Pour le reste, tout est question de pratique et de doigté : le piège, que tout connaisseur évitera de peindre en bleu, répulsif assuré, se disposera par-dessus le trou reconnu du crabe à capturer. Un appât savamment sélectionné, piment, canne à sucre fermentée ou tranche de fruit odorante, doit ensuite attirer l’objet du désir. Un crabe de terre, ou touloulou, chassé sur la plage, ou un mantou, qui préfère la moiteur de la mangrove. Le piège, déposé à la nuit tombée, est souvent infaillible : répétée plusieurs dizaines de fois, équipée d’autant de boites que nécessaire, l’opération dure des semaines durant avant la Pâques, sur les créneaux désormais contrôlés de la capture des crabes.

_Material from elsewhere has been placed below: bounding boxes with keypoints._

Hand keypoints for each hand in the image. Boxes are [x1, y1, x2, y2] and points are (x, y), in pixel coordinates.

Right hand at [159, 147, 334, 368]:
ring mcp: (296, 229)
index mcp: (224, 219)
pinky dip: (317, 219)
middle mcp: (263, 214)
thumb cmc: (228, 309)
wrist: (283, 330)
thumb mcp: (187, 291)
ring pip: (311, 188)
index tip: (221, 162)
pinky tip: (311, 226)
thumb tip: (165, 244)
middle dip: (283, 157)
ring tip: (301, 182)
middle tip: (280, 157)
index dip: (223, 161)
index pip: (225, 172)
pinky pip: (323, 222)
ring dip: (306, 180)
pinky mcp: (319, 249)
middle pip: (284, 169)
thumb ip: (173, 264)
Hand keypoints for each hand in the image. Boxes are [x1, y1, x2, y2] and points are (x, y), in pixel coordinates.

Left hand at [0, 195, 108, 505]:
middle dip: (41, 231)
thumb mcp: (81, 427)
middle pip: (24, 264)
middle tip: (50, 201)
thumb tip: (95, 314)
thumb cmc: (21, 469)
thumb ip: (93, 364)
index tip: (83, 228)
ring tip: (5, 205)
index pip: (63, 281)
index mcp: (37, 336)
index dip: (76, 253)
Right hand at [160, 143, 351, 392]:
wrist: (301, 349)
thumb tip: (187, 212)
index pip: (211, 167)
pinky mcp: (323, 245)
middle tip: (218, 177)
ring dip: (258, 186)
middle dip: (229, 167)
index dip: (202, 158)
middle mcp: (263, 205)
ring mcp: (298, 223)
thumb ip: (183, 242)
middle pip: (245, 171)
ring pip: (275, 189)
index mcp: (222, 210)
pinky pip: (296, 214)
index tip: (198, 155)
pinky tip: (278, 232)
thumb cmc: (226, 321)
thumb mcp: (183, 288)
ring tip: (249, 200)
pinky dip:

Son fonctionnement est d’une simplicité insolente : un couvercle, la glissante, est maintenu ouvert sous la tension d’un filin relié à l’appât. Lorsque le crabe s’en saisit, la tension est libérée et le couvercle, lesté, se referme cruellement sur le crustacé, pris au piège de son instant gourmand. Dans la course au crabe, les meilleurs matériaux sont utilisés : bois de coque de bateau, plexiglass et autres boites de conserves permettent à chaque chasseur de construit ses pièges signatures.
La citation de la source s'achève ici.